FLAGSTAFF, Ariz. — Authorities in northern Arizona are investigating an animal cruelty case in which a kitten was buried up to its neck in concrete inside a metal pipe but didn't survive.
The cat was rescued in late May from a 7-foot-tall metal pipe being used in the construction of a horse shelter in Colorado City, located in a remote area between the Grand Canyon and Utah. It died days later at an animal sanctuary in Kanab, Utah.
Andrew Chatwin, who poured the concrete and discovered the kitten the following day, said Wednesday that he believes the kitten was encased in retaliation for his and another man's criticism of the Fundamentalist Church of Jesus Christ of Latter Day Saints, to which they used to belong.
An attorney for the church, Rodney Parker, said there is no evidence the church or any of its members were involved. The Colorado City Marshal's Office took pictures and interviewed nearby residents but has tabled the case, citing a lack of leads.
"It's an extremely sad incident, and it's an ongoing investigation," said acting Chief Marshal Helaman Barlow. "If anyone has any leads, please contact the marshal's office."
Chatwin, 44, was pushed out of the church more than a decade ago after a dispute with FLDS leader Warren Jeffs, who is imprisoned in Texas after being found guilty last year of sexually assaulting two of his two dozen underage brides. Chatwin was building a horse shelter for fellow apostate Isaac Wyler about a block from where he lives in Hildale when he found the kitten, meowing inside the pipe on May 31.
Chatwin cut away the pipe and chipped at the concrete with a hammer, documenting the rescue with this video camera. He then took the kitten to Best Friends Animal Society in Kanab, where the staff named it Thomas. Society spokeswoman Barbara Williamson said staff members worked to remove the remaining concrete from the kitchen, but it died from injuries on June 4.
Chatwin and Wyler have been working with Salt Lake City accountant Bruce Wisan on his management of the United Effort Plan — the church's $114 million communal property trust. Chatwin has videotaped Wyler delivering tax and other notices for more than two years to homes of FLDS members in the twin towns of Hildale and Colorado City, which he said has pushed himself and Wyler even further out of favor in the communities.
It's unlikely the kitten climbed the metal pole itself and fell into the concrete, Chatwin said, but he allowed that "I don't know who did it, physically." He said other dead animals have been placed on Wyler's property, and he videotaped those incidents as well.
"I have to take it as a hate message," he said.
Town Marshal Curtis Cook wrote in his report that he interviewed several neighbors who did not witness the incident and didn't know who would have inflicted the abuse. Parker said the location does not indicate the abuse was connected to the church.

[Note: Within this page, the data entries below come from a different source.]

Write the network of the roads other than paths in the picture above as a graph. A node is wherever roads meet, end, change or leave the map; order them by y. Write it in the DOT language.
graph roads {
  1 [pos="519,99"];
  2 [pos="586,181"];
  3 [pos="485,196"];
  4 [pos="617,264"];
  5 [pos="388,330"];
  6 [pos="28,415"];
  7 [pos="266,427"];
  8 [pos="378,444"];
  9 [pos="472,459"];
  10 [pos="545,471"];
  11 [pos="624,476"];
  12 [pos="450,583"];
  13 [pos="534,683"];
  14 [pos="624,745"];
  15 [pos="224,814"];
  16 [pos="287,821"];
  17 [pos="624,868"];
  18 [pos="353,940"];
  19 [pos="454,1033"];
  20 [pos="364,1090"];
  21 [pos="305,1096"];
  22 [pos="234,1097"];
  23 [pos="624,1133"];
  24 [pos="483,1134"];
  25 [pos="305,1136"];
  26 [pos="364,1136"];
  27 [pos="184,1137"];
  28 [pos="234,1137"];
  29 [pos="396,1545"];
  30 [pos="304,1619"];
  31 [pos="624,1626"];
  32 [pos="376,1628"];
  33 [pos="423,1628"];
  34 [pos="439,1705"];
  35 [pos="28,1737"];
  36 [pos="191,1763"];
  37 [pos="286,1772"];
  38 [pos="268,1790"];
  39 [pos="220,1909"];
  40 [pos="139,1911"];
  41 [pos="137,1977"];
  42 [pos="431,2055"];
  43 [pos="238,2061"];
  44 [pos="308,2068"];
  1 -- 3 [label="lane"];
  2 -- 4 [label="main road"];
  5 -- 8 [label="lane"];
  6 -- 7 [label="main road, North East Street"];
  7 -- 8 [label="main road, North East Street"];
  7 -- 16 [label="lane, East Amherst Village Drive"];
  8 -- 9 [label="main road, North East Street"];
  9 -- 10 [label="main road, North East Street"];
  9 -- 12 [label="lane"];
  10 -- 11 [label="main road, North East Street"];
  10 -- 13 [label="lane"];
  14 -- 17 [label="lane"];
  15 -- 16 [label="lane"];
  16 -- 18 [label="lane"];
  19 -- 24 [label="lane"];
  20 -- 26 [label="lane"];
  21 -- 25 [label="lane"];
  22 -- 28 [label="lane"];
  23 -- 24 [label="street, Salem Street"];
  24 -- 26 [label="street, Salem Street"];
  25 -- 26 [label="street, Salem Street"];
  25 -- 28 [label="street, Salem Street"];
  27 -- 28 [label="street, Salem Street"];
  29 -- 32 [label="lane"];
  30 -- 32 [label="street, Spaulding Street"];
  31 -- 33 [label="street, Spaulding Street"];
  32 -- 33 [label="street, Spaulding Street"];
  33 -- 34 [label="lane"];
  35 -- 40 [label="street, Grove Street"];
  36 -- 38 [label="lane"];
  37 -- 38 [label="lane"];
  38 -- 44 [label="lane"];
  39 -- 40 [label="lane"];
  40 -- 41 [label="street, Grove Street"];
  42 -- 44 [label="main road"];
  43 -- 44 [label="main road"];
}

The FLDS practices polygamy, a legacy of early Mormon church teachings that held plural marriage brought exaltation in heaven. However, the mainstream Church of Jesus Christ of Latter-day Saints abandoned the practice in 1890 as a condition of Utah's statehood and excommunicates members who engage in the practice.
"It's really inappropriate to try to extend that the FLDS church on the basis of nothing at all, except a dead cat," Parker said. "They don't even have evidence it was a church member, let alone the church."
Mohave County Sheriff Tom Sheahan, whose office recently began patrolling Colorado City under a grant from the state attorney general's office, said his deputies also would pursue the case if they can develop leads.
"We're looking to see if there's anything we can do about it because it's absolutely cruel," he said.